What is GitHub Actions?¶
GitHub Actions is the continuous integration and continuous delivery (CI/CD) platform of GitHub. It allows users to automate repositories and create GitHub workflows. For example, you can compile new code or run project-related unit tests every time code is updated in the GitHub repository.
How does GitHub Actions work?¶
GitHub Actions leverages your own GitHub workflows. Within these workflows, you can react to various events, such as push requests, by executing specific actions. The workflow itself consists of different jobs, each running in its own virtual machine or within a container. GitHub supports Linux, Windows, and macOS VMs.
If you want to deploy your projects and websites directly, Deploy Now from IONOS is the ideal solution. You can use it to customise your automated GitHub workflows anytime.
GitHub Actions tutorial on the most important functions¶
A GitHub workflow is the central element within GitHub Actions. A workflow is really nothing more than a YAML file that you use to specify which actions should be initiated when certain events occur. However, not just events can trigger workflows. You can also ensure that your workflow is executed manually, or even set up fixed times by using scheduling. Every GitHub workflow starts one or more jobs. You don’t have to limit yourself to one workflow per repository and can specify any number of workflows in your GitHub repository.

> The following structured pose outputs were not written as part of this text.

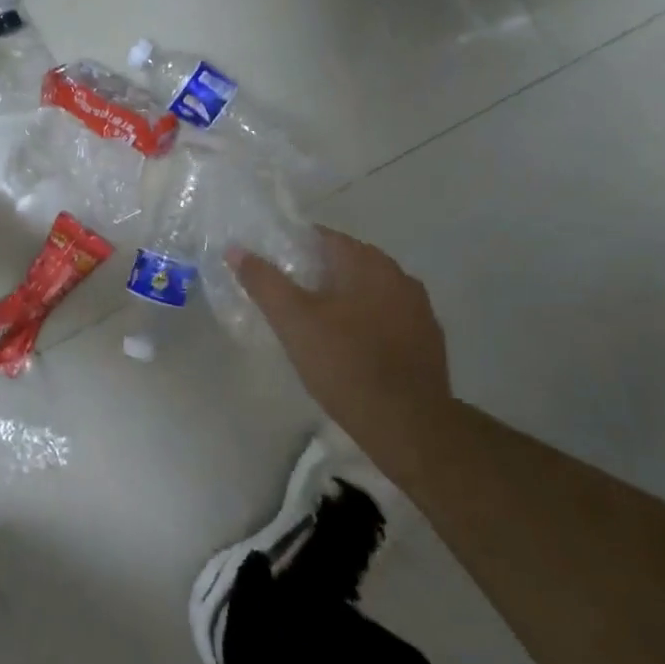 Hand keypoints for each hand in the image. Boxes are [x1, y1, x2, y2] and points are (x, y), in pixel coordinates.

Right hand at [234, 228, 452, 481]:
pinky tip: (349, 347)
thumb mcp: (293, 321)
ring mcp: (419, 308)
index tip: (271, 269)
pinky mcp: (428, 340)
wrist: (409, 426)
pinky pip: (387, 318)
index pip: (323, 237)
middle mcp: (398, 275)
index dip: (292, 248)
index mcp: (367, 262)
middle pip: (347, 262)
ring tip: (315, 324)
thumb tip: (236, 250)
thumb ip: (264, 282)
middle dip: (316, 275)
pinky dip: (366, 322)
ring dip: (343, 299)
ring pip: (369, 291)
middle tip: (287, 299)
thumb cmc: (345, 364) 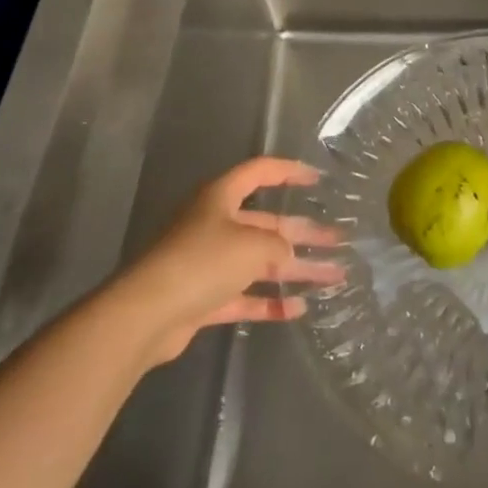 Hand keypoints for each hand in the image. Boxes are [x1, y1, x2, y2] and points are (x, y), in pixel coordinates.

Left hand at [117, 157, 344, 361]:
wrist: (146, 315)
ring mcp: (208, 263)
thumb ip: (278, 246)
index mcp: (221, 198)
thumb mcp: (252, 245)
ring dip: (296, 270)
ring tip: (334, 277)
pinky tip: (299, 308)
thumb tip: (286, 255)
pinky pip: (245, 296)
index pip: (260, 173)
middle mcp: (215, 225)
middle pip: (267, 224)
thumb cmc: (203, 261)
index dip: (289, 172)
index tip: (318, 180)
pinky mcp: (204, 299)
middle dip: (304, 233)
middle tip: (340, 240)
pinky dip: (270, 302)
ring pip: (261, 263) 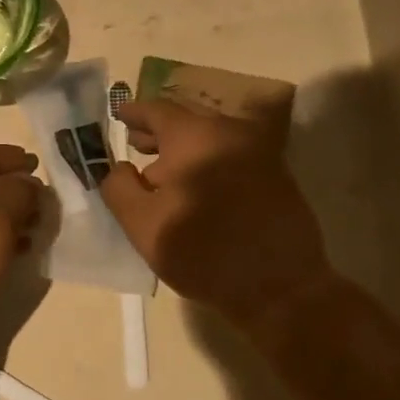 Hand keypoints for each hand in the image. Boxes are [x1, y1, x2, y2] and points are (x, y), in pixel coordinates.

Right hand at [101, 98, 336, 328]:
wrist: (281, 288)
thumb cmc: (203, 252)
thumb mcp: (142, 224)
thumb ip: (119, 188)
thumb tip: (120, 168)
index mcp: (195, 136)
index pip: (158, 110)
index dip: (135, 112)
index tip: (119, 114)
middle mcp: (230, 133)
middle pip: (186, 121)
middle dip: (158, 132)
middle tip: (136, 142)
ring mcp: (259, 152)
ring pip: (210, 139)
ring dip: (183, 150)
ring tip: (161, 171)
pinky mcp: (276, 176)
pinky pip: (231, 156)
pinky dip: (207, 162)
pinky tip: (195, 188)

As mentioned, workflows are often triggered by events. Events are specific actions in your GitHub repository that start the execution of a workflow. A pull request is a common example of a GitHub event. There are countless events in GitHub. For a complete list, take a look at the GitHub documentation.
As the name suggest, actions are a central part of GitHub Actions. An action is an individual GitHub application that carries out frequent and complex tasks. They can be used like functions within your workflow files to avoid repeating code. If you don’t want to write your own GitHub actions, you can find a number of predefined actions in the GitHub marketplace.
Steps are individual job components. They can be shell scripts that are executed or an action that is started. Steps are processed in the order in which they are defined. Furthermore, the steps are dependent on each other and can exchange data within each other.
A job is a sequence of steps that are executed on a runner. Although jobs are independent, you can create dependencies between individual jobs manually. This results in a job having to wait for all the jobs it depends on to execute first. This interrupts the otherwise normal, parallel execution of different jobs.
A runner is the server on which your triggered workflows are run. Each runner can run exactly one job at a time. The runners are basically virtual machines. GitHub supports Ubuntu, Windows and macOS operating systems. If you need to use a different operating system to test your projects, you can, of course, host your own runners.
What are the advantages of using GitHub Actions?¶
In addition to the seamless integration of GitHub Actions into your own GitHub platform, the CI service offers other benefits as well. For example, predefined templates mean you don’t necessarily have to use your own workflows. Plus, the GitHub service is completely free to use for your public repositories. For private repos, GitHub provides you with 2,000 minutes per month for hosted workflows.